Prabowo cerita bagaimana awal mula penyusunan PP tentang Tata Kelola Penyelenggaraan Sistem Elektronik dalam Perlindungan Anak.

"Beberapa saat yang lalu saya didatangi ibu Menteri Komdigi menyampaikan segala usaha yang telah dilakukan segala diskusi masukan-masukan dari semua unsur menanggapi, memperhatikan arah yang berbahaya dari salah guna daripada media digital yang akan merusak masa depan anak-anak kita," kata Prabowo.

Presiden Prabowo Subianto resmi menerbitkan Peraturan Pemerintah (PP) tentang Tata Kelola Penyelenggaraan Sistem Elektronik dalam Perlindungan Anak. (Suara.com/Novian)
Presiden Prabowo Subianto resmi menerbitkan Peraturan Pemerintah (PP) tentang Tata Kelola Penyelenggaraan Sistem Elektronik dalam Perlindungan Anak. (Suara.com/Novian)

Menanggapi usulan Menkomdigi Meutya Hafid, Prabowo langsung memberikan persetujuan.

"Waktu itu saya segera menyetujui semua saran, yaitu segera kita lakukan upaya-upaya untuk melindungi anak-anak kita," kata Prabowo.

Prabowo langsung menginstruksikan jajaran untuk melakukan konsultasi dengan semua pihak. Sebab, Prabowo menyadari sejumlah negara sudah lebih dulu membuat regulasi tersebut.

"Jadi teknologi digital ini menjanjikan bisa membawa kemajuan pesat bagi kemanusiaan tapi juga bila tidak diawasi dan dikelola dengan baik justru juga bisa merusak sendi-sendi kehidupan bermasyarakat, terutama merusak akhlak, merusak psikologi, merusak watak daripada anak-anak kita," kata Prabowo.
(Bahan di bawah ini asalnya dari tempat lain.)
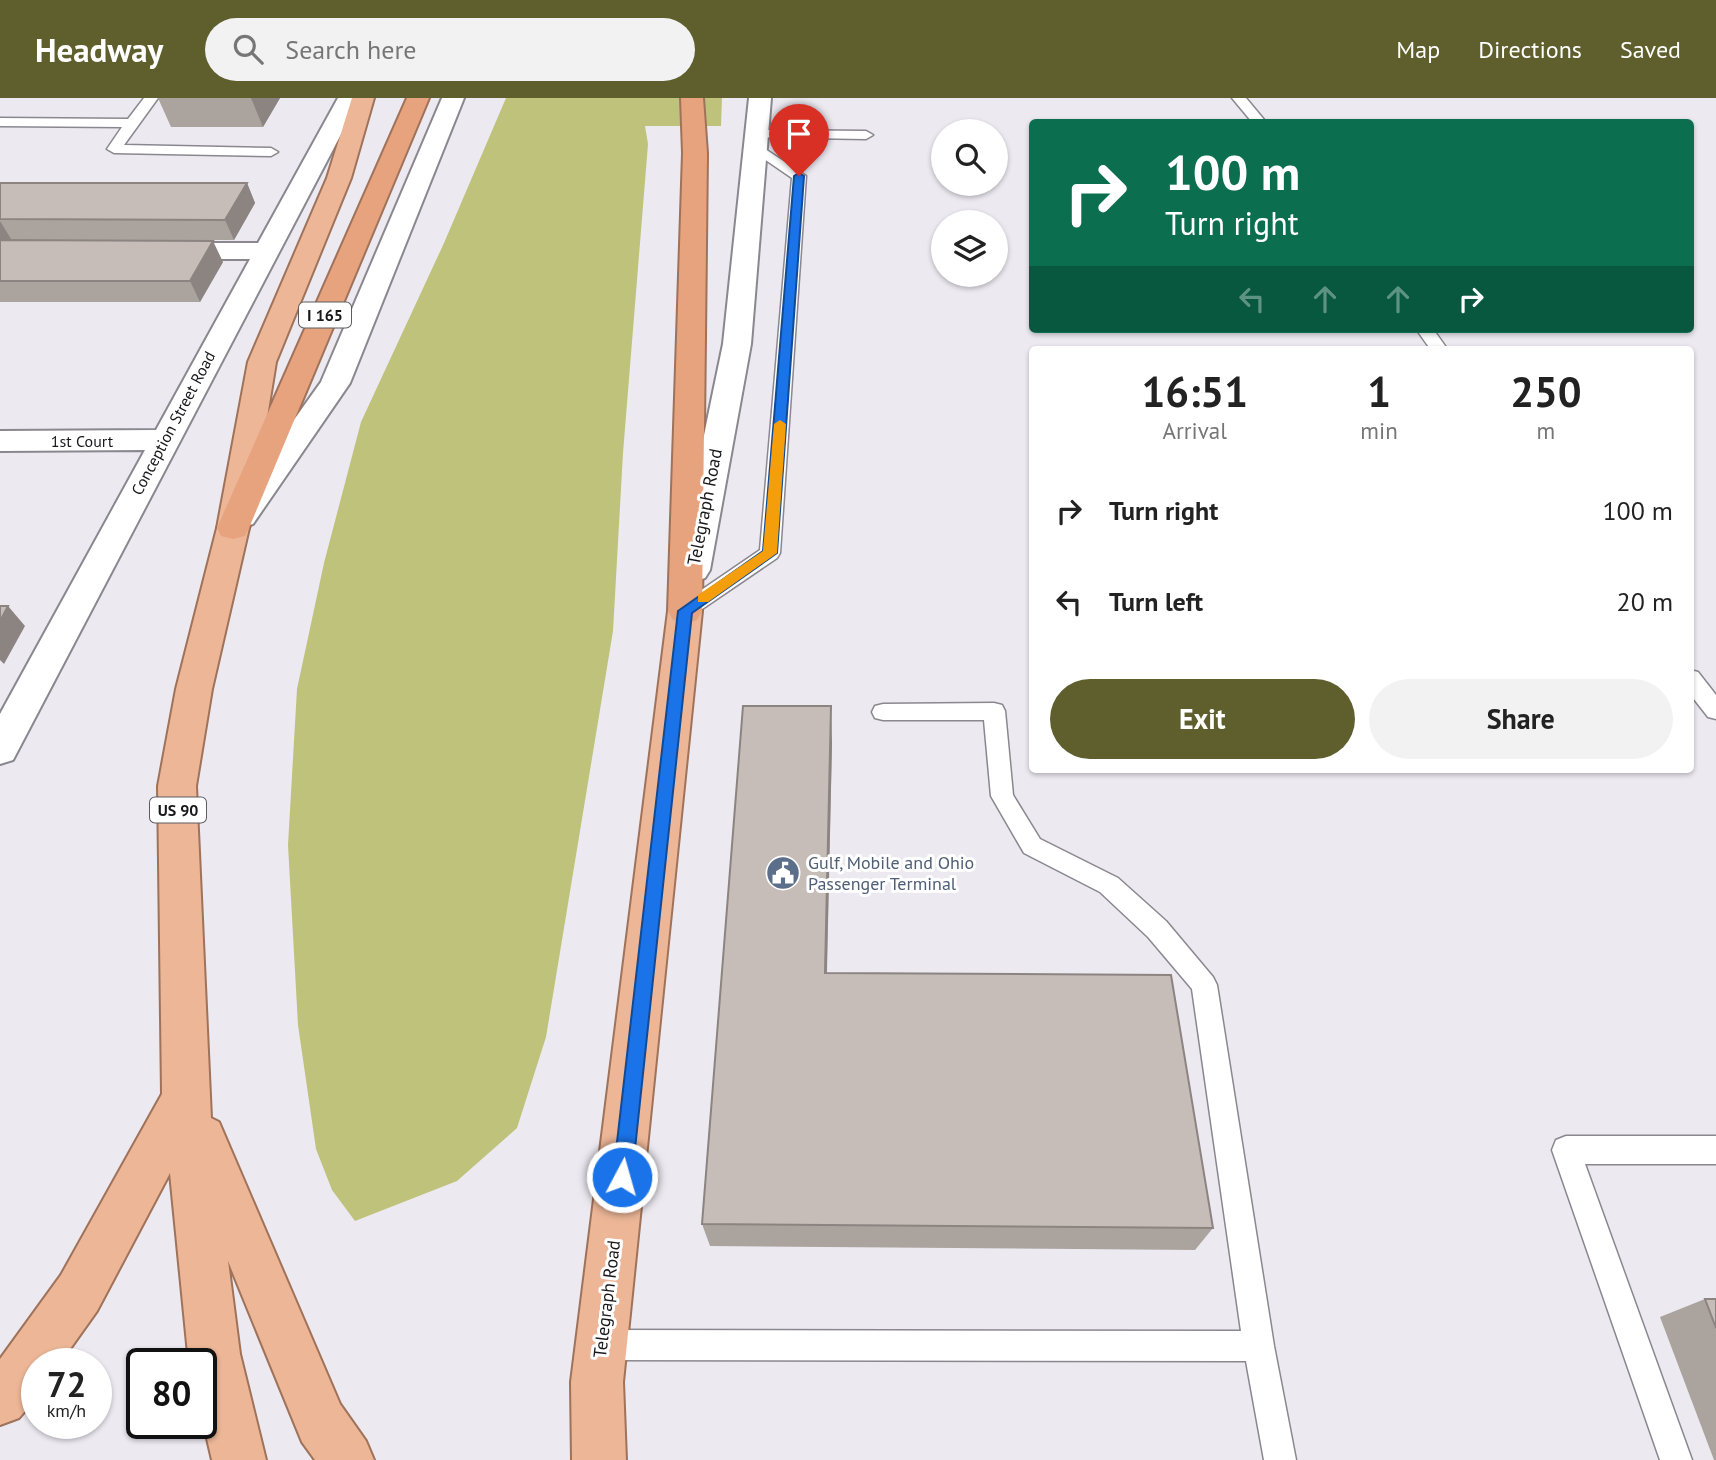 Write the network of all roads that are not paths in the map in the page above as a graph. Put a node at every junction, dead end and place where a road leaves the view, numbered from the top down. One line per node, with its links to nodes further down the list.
1 (151, 98): 11 (lane)
2 (349, 98): 16 (street, Conception Street Road)
3 (363, 98): 19 (highway)
4 (453, 98): 19 (street)
5 (692, 98): 20 (highway)
6 (760, 98): 13 (street, Telegraph Road)
7 (1239, 98): 9 (lane)
8 (417, 100): 19 (highway, I 165)
9 (1256, 119)
10 (0, 122): 11 (lane)
11 (132, 123): 14 (lane)
12 (866, 135): 13 (lane)
13 (757, 141): 20 (street, Telegraph Road); 20 (lane)
14 (271, 152)
15 (145, 251): 16 (street)
16 (266, 251): 17 (street, Conception Street Road)
17 (164, 440): 18 (street, 1st Court); 24 (street, Conception Street Road)
18 (0, 441)
19 (233, 528): 25 (highway, US 90)
20 (685, 611): 27 (highway, Telegraph Road)
21 (1694, 683): 23 (lane)
22 (883, 712): 28 (lane)
23 (1716, 712)
24 (1, 746)
25 (185, 1097): 29 (highway, US 90); 30 (highway); 31 (highway)
26 (1716, 1150): 34 (lane)
27 (602, 1345): 28 (lane); 32 (highway, Telegraph Road)
28 (1259, 1346): 33 (lane)
29 (0, 1399)
30 (239, 1460)
31 (347, 1460)
32 (599, 1460)
33 (1280, 1460)
34 (1676, 1460)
Prabowo menekankan anak-anak Indonesia harus tumbuh secara kreatif, tumbuh dengan kesehatan jiwa dan raga, serta harus tumbuh menjadi manusia yang berani, yang mandiri, dan optimis.

baca juga
Presiden Prabowo Subianto resmi menerbitkan Peraturan Pemerintah (PP) tentang Tata Kelola Penyelenggaraan Sistem Elektronik dalam Perlindungan Anak. (Suara.com/Novian)
Presiden Prabowo Subianto resmi menerbitkan Peraturan Pemerintah (PP) tentang Tata Kelola Penyelenggaraan Sistem Elektronik dalam Perlindungan Anak. (Suara.com/Novian)

"Berjiwa ingin meraih ilmu, ingin berbuat yang terbaik untuk orang tuanya untuk saudara-saudaranya untuk bangsanya sehingga perkembangan negatif yang sangat cepat bisa dilakukan melalui media digital sangat-sangat berbahaya jika kita tidak lakukan langkah-langkah pengelolaan yang baik," tutur Prabowo.
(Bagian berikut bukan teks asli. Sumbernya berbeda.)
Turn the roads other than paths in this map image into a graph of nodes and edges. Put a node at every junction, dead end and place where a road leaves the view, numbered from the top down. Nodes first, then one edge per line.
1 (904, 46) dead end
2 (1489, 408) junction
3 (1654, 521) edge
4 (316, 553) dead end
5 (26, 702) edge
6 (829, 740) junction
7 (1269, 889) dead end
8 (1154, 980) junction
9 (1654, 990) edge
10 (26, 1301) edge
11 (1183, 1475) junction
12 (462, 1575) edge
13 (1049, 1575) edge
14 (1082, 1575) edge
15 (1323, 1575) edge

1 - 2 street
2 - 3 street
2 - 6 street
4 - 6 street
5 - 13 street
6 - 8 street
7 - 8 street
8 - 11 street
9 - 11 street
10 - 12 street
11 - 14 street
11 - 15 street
Prabowo sekaligus menyampaikan terima kasih kepada semua pihak yang sudah terlibat dalam penyusunan regulasi tersebut.

"Karena itu saya ucapkan terima kasih kepada semua pihak sehingga kita dapat rumuskan Peraturan Pemerintah tentang Tata Kelola Penyelenggaraan Sistem Elektronik dalam Perlindungan Anak," kata Prabowo.

Melalui sambutan tersebut, Prabowo sekaligus mengingatkan para siswa sekolah untuk rajin belajar dan menjauhi hal-hal yang negatif.

"Sekalian saya kira itu. Hati-hati semua anak-anak, jangan ikut-ikut hal-hal yang negatif, kalian harus belajar yang baik. Masa depan Anda cerah, masa depan Indonesia cerah dan ini semua kita di sini semua adalah untuk bekerja menyiapkan masa depan anak-anak yang lebih baik," kata Prabowo.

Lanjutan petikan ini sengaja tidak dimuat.